The other problem is that, since the MAE only measures the average error of all pixels, if the usual $l_{1}$ loss function is merely used, the grayscale values in predicted AoP images will tend to be homogenized, causing a decrease in contrast. Thus, $- log C$ is utilized as a constraint term to correct the value of output AoP value during training. If the variance of the predicted AoP image is very different (basically, lower in this case) from that of ground truth, the constraint term will produce a large loss. On the contrary, if their variances are close, the loss will be smaller. Hence minimizing the constraint term will force the network to produce AoP images with higher contrast.

All the weights and bias in the proposed network are initialized with MSRA initialization method [19]. What’s more, Adam optimizer [20], which has been successfully applied to many deep learning tasks, is used to optimize our network, with an initial learning rate of 0.001. In order to be adapted to the MAE term and promote the loss function’s convergence property, learning rate exponentially decays every epoch with a rate of 0.988. The training lasts for 300 epochs and the model will be immediately saved if a lower loss is achieved at the end of every epoch.

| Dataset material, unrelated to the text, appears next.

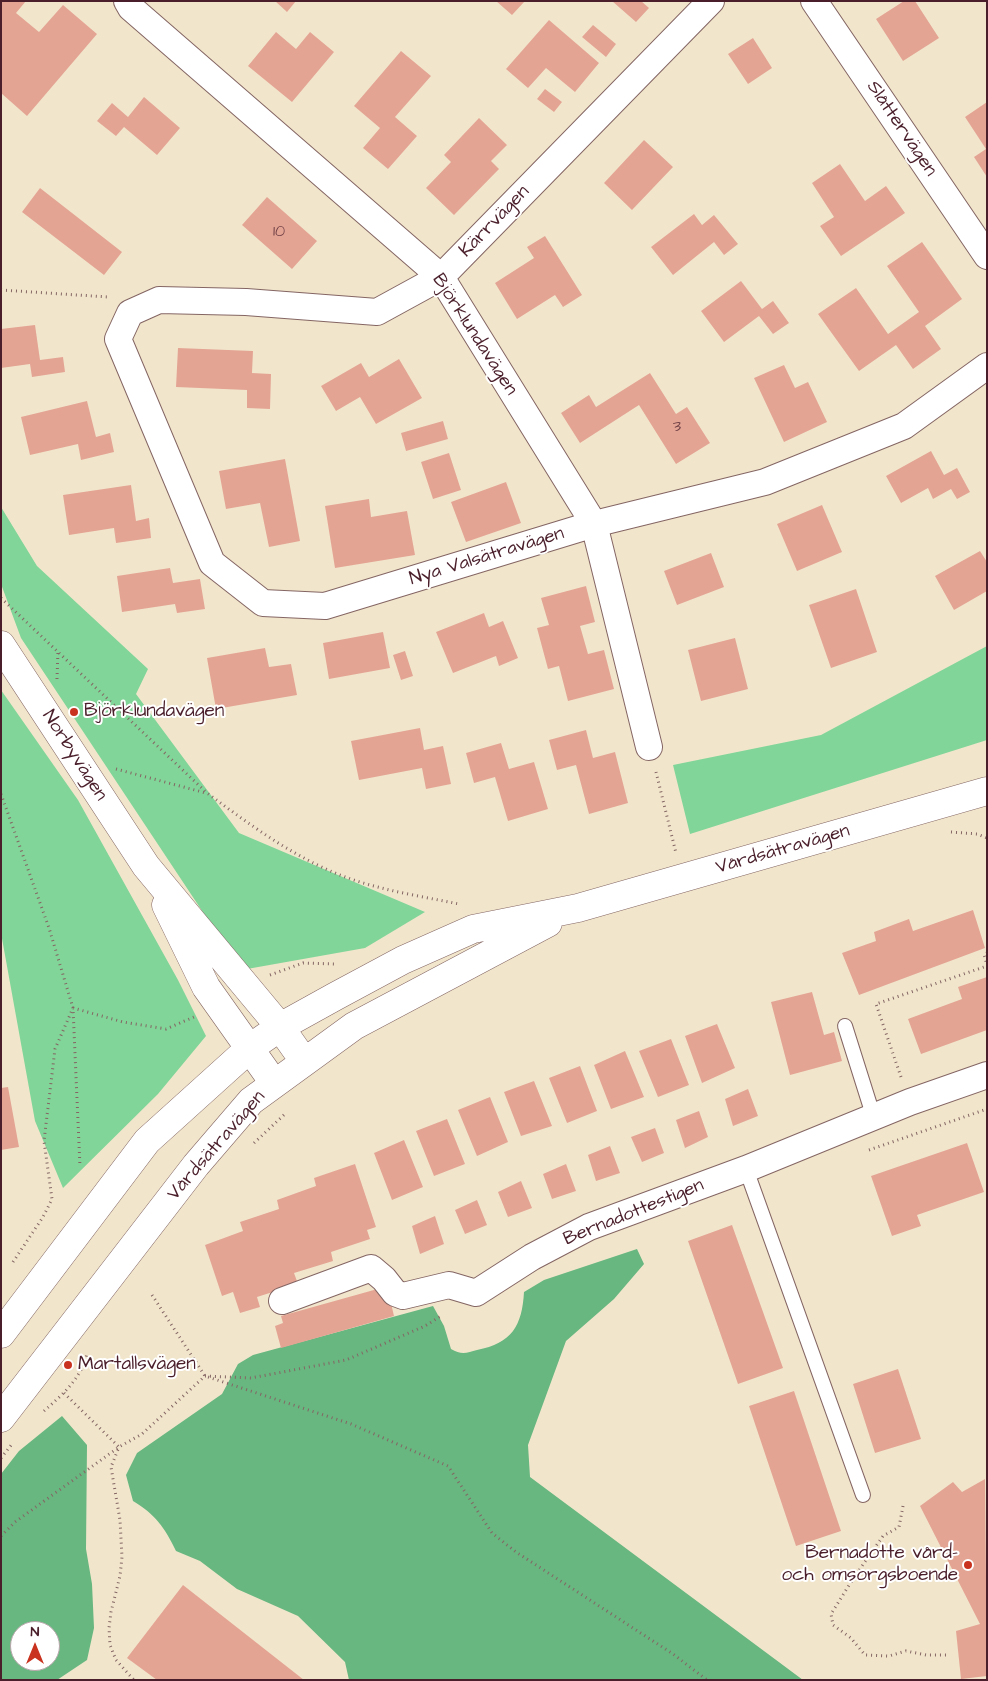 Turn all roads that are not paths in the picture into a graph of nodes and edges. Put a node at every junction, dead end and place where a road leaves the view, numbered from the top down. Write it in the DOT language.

Finally, as data augmentation, the input images are flipped horizontally and vertically, and rotated with 0 $^{\circ}$ , 90 $^{\circ}$ , 180 $^{\circ}$ or 270 $^{\circ}$ randomly during training.

3. Experiment and evaluation

In this section, experimental setup and data acquisition are first introduced. The performance of Fork-Net is evaluated in the following part. The effectiveness of the proposed end-to-end network design is validated. Then, the experiment on different kernel sizes is performed. Finally, the quantitative result of Fork-Net and the comparison between the proposed method and other several methods are laid out.

Fig. 3 Schematic diagram of the polarization image acquisition experimental device.

Download Full Size | PDF

3.1. Data set

In order to train and evaluate the proposed neural network, a data set which contains 120 groups of polarization images corresponding to 120 different objects is built. Each group consists of four high resolution images with a size of 1280 x 960 pixels taken of four different polarization orientations. As shown in Fig. 3, all these images are taken by an 8-bit greyscale CCD camera fixed on an optical experiment platform, with a linear polarization filter in front of its lens. Rotating the polarization filter to four specific angles, i.e., 0 $^{\circ}$ , 45 $^{\circ}$ , 90 $^{\circ}$ and 135 $^{\circ}$ , images of corresponding polarization orientation can be collected. 100 groups of the images are used as training set and the rest 20 groups of images are equally split into validation and test set. For the purpose of obtaining the input mosaic images, pixels in the images of different polarization orientations are down-sampled and reconstituted into mosaic images according to the arrangement pattern shown in Fig. 1. Besides, the ground truth of the three outputs, i.e., S₀, DoLP, and AoP, are calculated by formulas below using high resolution images:

I n t e n s i t y = \frac{1}{2} \cdot (I_{0} + I_{45} + I_{90} + I_{135})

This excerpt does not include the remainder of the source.